Collected data
______________________________

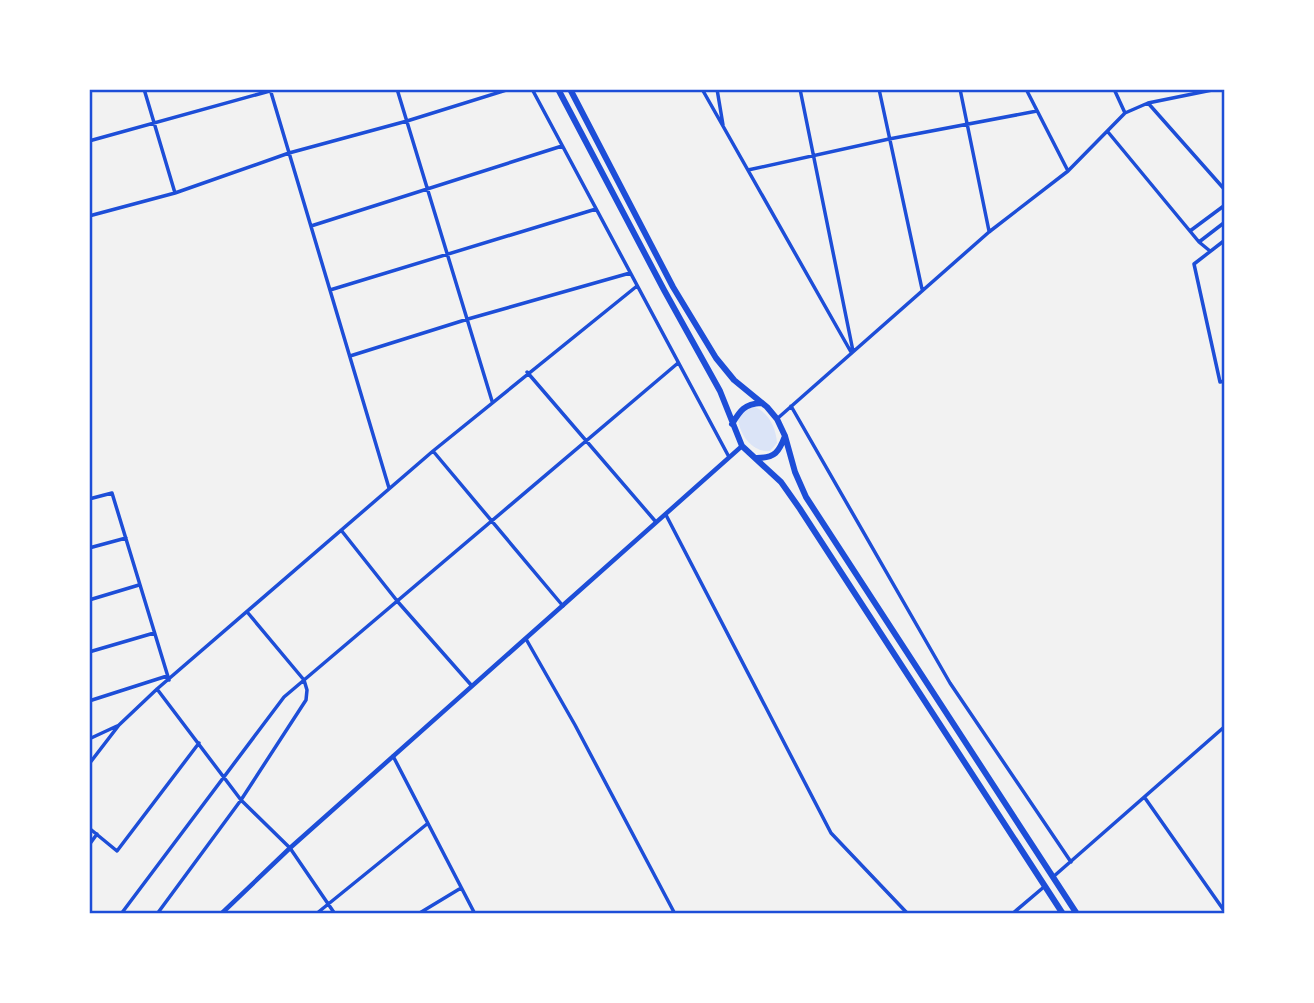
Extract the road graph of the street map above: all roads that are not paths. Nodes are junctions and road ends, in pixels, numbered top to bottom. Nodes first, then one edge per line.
1 (144, 89) edge
2 (277, 89) edge
3 (397, 89) edge
4 (510, 89) edge
5 (532, 89) edge
6 (558, 89) edge
7 (570, 89) edge
8 (702, 89) edge
9 (717, 89) edge
10 (800, 89) edge
11 (880, 89) edge
12 (960, 89) edge
13 (1026, 89) edge
14 (1114, 89) edge
15 (1217, 89) edge
16 (270, 90) edge
17 (1148, 103) junction
18 (1037, 111) junction
19 (1125, 113) junction
20 (153, 121) junction
21 (407, 121) junction
22 (967, 125) junction
23 (723, 128) junction
24 (1108, 132) junction
25 (889, 139) junction
26 (89, 141) edge
27 (562, 146) junction
28 (289, 153) junction
29 (814, 155) junction
30 (748, 170) junction
31 (1069, 171) junction
32 (428, 189) junction
33 (1225, 190) edge
34 (175, 193) junction
35 (1225, 205) edge
36 (596, 209) junction
37 (89, 216) edge
38 (1225, 222) edge
39 (311, 226) junction
40 (1190, 231) junction
41 (989, 232) junction
42 (1225, 240) edge
43 (1199, 242) junction
44 (1210, 251) junction
45 (448, 256) junction
46 (630, 273) junction
47 (637, 286) junction
48 (330, 290) junction
49 (922, 290) junction
50 (468, 319) junction
51 (852, 352) junction
52 (350, 356) junction
53 (678, 363) junction
54 (527, 372) junction
55 (1223, 381) edge
56 (492, 401) junction
57 (761, 403) junction
58 (791, 406) junction
59 (777, 419) junction
60 (732, 425) junction
61 (785, 436) junction
62 (585, 441) junction
63 (742, 446) junction
64 (433, 451) junction
65 (729, 457) junction
66 (757, 458) junction
67 (390, 488) junction
68 (89, 499) edge
69 (666, 515) junction
70 (492, 521) junction
71 (657, 523) junction
72 (341, 530) junction
73 (126, 538) junction
74 (89, 548) edge
75 (139, 585) junction
76 (89, 600) edge
77 (398, 602) junction
78 (563, 606) junction
79 (248, 612) junction
80 (154, 633) junction
81 (526, 639) junction
82 (89, 652) edge
83 (168, 678) junction
84 (304, 680) junction
85 (472, 687) junction
86 (156, 689) junction
87 (89, 701) edge
88 (118, 725) junction
89 (1223, 728) dead end
90 (89, 739) edge
91 (199, 743) junction
92 (393, 756) junction
93 (89, 764) edge
94 (223, 778) junction
95 (1145, 798) junction
96 (241, 800) junction
97 (427, 824) junction
98 (89, 828) edge
99 (97, 834) junction
100 (89, 845) edge
101 (290, 848) junction
102 (1071, 862) junction
103 (1053, 877) junction
104 (1045, 886) junction
105 (461, 888) junction
106 (328, 904) junction
107 (1225, 912) edge
108 (121, 914) edge
109 (158, 914) edge
110 (221, 914) edge
111 (316, 914) edge
112 (335, 914) edge
113 (418, 914) edge
114 (475, 914) edge
115 (675, 914) edge
116 (908, 914) edge
117 (1012, 914) edge
118 (1063, 914) edge
119 (1077, 914) edge

1 - 20 street
2 - 16 street
3 - 21 street
4 - 21 street
5 - 27 street
6 - 60 highway
7 - 57 highway
8 - 23 street
9 - 23 street
10 - 29 street
11 - 25 street
12 - 22 street
13 - 18 street
14 - 19 street
15 - 17 street
16 - 20 street
16 - 28 street
17 - 19 street
17 - 33 street
18 - 22 street
18 - 31 street
19 - 24 street
20 - 26 street
20 - 34 street
21 - 28 street
21 - 32 street
22 - 25 street
22 - 41 street
23 - 30 street
24 - 31 street
24 - 40 street
25 - 29 street
25 - 49 street
27 - 32 street
27 - 36 street
28 - 34 street
28 - 39 street
29 - 30 street
29 - 51 street
30 - 51 street
31 - 41 street
32 - 39 street
32 - 45 street
34 - 37 street
35 - 40 street
36 - 45 street
36 - 46 street
38 - 43 street
39 - 48 street
40 - 43 street
41 - 49 street
42 - 44 street
43 - 44 street
44 - 55 street
45 - 48 street
45 - 50 street
46 - 47 street
46 - 50 street
47 - 53 street
47 - 54 street
48 - 52 street
49 - 51 street
50 - 52 street
50 - 56 street
51 - 58 street
52 - 67 street
53 - 62 street
53 - 65 street
54 - 56 street
54 - 62 street
56 - 64 street
57 - 59 highway
57 - 60 highway
58 - 59 street
58 - 102 street
59 - 61 highway
60 - 63 highway
61 - 66 highway
61 - 103 highway
62 - 70 street
62 - 71 street
63 - 65 street
63 - 66 highway
64 - 67 street
64 - 70 street
65 - 69 street
66 - 104 highway
67 - 72 street
68 - 73 street
69 - 71 street
69 - 116 street
70 - 77 street
70 - 78 street
71 - 78 street
72 - 77 street
72 - 79 street
73 - 74 street
73 - 75 street
75 - 76 street
75 - 80 street
77 - 84 street
77 - 85 street
78 - 81 street
79 - 83 street
79 - 84 street
80 - 82 street
80 - 83 street
81 - 85 street
81 - 115 street
83 - 86 street
83 - 87 street
84 - 94 street
84 - 96 street
85 - 92 street
86 - 88 street
86 - 91 street
88 - 90 street
88 - 93 street
89 - 95 street
91 - 94 street
91 - 99 street
92 - 97 street
92 - 101 street
94 - 96 street
94 - 108 street
95 - 102 street
95 - 107 street
96 - 101 street
96 - 109 street
97 - 105 street
97 - 106 street
98 - 99 street
99 - 100 street
101 - 106 street
101 - 110 street
102 - 103 street
103 - 119 highway
104 - 117 street
104 - 118 highway
105 - 113 street
105 - 114 street
106 - 111 street
106 - 112 street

______________________________

- ACTIVITY:
For the records above, give every line again exactly and skip the pictures.

- OUTPUT FOR THIS TASK:
Extract the road graph of the street map above: all roads that are not paths. Nodes are junctions and road ends, in pixels, numbered top to bottom. Nodes first, then one edge per line.
1 (144, 89) edge
2 (277, 89) edge
3 (397, 89) edge
4 (510, 89) edge
5 (532, 89) edge
6 (558, 89) edge
7 (570, 89) edge
8 (702, 89) edge
9 (717, 89) edge
10 (800, 89) edge
11 (880, 89) edge
12 (960, 89) edge
13 (1026, 89) edge
14 (1114, 89) edge
15 (1217, 89) edge
16 (270, 90) edge
17 (1148, 103) junction
18 (1037, 111) junction
19 (1125, 113) junction
20 (153, 121) junction
21 (407, 121) junction
22 (967, 125) junction
23 (723, 128) junction
24 (1108, 132) junction
25 (889, 139) junction
26 (89, 141) edge
27 (562, 146) junction
28 (289, 153) junction
29 (814, 155) junction
30 (748, 170) junction
31 (1069, 171) junction
32 (428, 189) junction
33 (1225, 190) edge
34 (175, 193) junction
35 (1225, 205) edge
36 (596, 209) junction
37 (89, 216) edge
38 (1225, 222) edge
39 (311, 226) junction
40 (1190, 231) junction
41 (989, 232) junction
42 (1225, 240) edge
43 (1199, 242) junction
44 (1210, 251) junction
45 (448, 256) junction
46 (630, 273) junction
47 (637, 286) junction
48 (330, 290) junction
49 (922, 290) junction
50 (468, 319) junction
51 (852, 352) junction
52 (350, 356) junction
53 (678, 363) junction
54 (527, 372) junction
55 (1223, 381) edge
56 (492, 401) junction
57 (761, 403) junction
58 (791, 406) junction
59 (777, 419) junction
60 (732, 425) junction
61 (785, 436) junction
62 (585, 441) junction
63 (742, 446) junction
64 (433, 451) junction
65 (729, 457) junction
66 (757, 458) junction
67 (390, 488) junction
68 (89, 499) edge
69 (666, 515) junction
70 (492, 521) junction
71 (657, 523) junction
72 (341, 530) junction
73 (126, 538) junction
74 (89, 548) edge
75 (139, 585) junction
76 (89, 600) edge
77 (398, 602) junction
78 (563, 606) junction
79 (248, 612) junction
80 (154, 633) junction
81 (526, 639) junction
82 (89, 652) edge
83 (168, 678) junction
84 (304, 680) junction
85 (472, 687) junction
86 (156, 689) junction
87 (89, 701) edge
88 (118, 725) junction
89 (1223, 728) dead end
90 (89, 739) edge
91 (199, 743) junction
92 (393, 756) junction
93 (89, 764) edge
94 (223, 778) junction
95 (1145, 798) junction
96 (241, 800) junction
97 (427, 824) junction
98 (89, 828) edge
99 (97, 834) junction
100 (89, 845) edge
101 (290, 848) junction
102 (1071, 862) junction
103 (1053, 877) junction
104 (1045, 886) junction
105 (461, 888) junction
106 (328, 904) junction
107 (1225, 912) edge
108 (121, 914) edge
109 (158, 914) edge
110 (221, 914) edge
111 (316, 914) edge
112 (335, 914) edge
113 (418, 914) edge
114 (475, 914) edge
115 (675, 914) edge
116 (908, 914) edge
117 (1012, 914) edge
118 (1063, 914) edge
119 (1077, 914) edge

1 - 20 street
2 - 16 street
3 - 21 street
4 - 21 street
5 - 27 street
6 - 60 highway
7 - 57 highway
8 - 23 street
9 - 23 street
10 - 29 street
11 - 25 street
12 - 22 street
13 - 18 street
14 - 19 street
15 - 17 street
16 - 20 street
16 - 28 street
17 - 19 street
17 - 33 street
18 - 22 street
18 - 31 street
19 - 24 street
20 - 26 street
20 - 34 street
21 - 28 street
21 - 32 street
22 - 25 street
22 - 41 street
23 - 30 street
24 - 31 street
24 - 40 street
25 - 29 street
25 - 49 street
27 - 32 street
27 - 36 street
28 - 34 street
28 - 39 street
29 - 30 street
29 - 51 street
30 - 51 street
31 - 41 street
32 - 39 street
32 - 45 street
34 - 37 street
35 - 40 street
36 - 45 street
36 - 46 street
38 - 43 street
39 - 48 street
40 - 43 street
41 - 49 street
42 - 44 street
43 - 44 street
44 - 55 street
45 - 48 street
45 - 50 street
46 - 47 street
46 - 50 street
47 - 53 street
47 - 54 street
48 - 52 street
49 - 51 street
50 - 52 street
50 - 56 street
51 - 58 street
52 - 67 street
53 - 62 street
53 - 65 street
54 - 56 street
54 - 62 street
56 - 64 street
57 - 59 highway
57 - 60 highway
58 - 59 street
58 - 102 street
59 - 61 highway
60 - 63 highway
61 - 66 highway
61 - 103 highway
62 - 70 street
62 - 71 street
63 - 65 street
63 - 66 highway
64 - 67 street
64 - 70 street
65 - 69 street
66 - 104 highway
67 - 72 street
68 - 73 street
69 - 71 street
69 - 116 street
70 - 77 street
70 - 78 street
71 - 78 street
72 - 77 street
72 - 79 street
73 - 74 street
73 - 75 street
75 - 76 street
75 - 80 street
77 - 84 street
77 - 85 street
78 - 81 street
79 - 83 street
79 - 84 street
80 - 82 street
80 - 83 street
81 - 85 street
81 - 115 street
83 - 86 street
83 - 87 street
84 - 94 street
84 - 96 street
85 - 92 street
86 - 88 street
86 - 91 street
88 - 90 street
88 - 93 street
89 - 95 street
91 - 94 street
91 - 99 street
92 - 97 street
92 - 101 street
94 - 96 street
94 - 108 street
95 - 102 street
95 - 107 street
96 - 101 street
96 - 109 street
97 - 105 street
97 - 106 street
98 - 99 street
99 - 100 street
101 - 106 street
101 - 110 street
102 - 103 street
103 - 119 highway
104 - 117 street
104 - 118 highway
105 - 113 street
105 - 114 street
106 - 111 street
106 - 112 street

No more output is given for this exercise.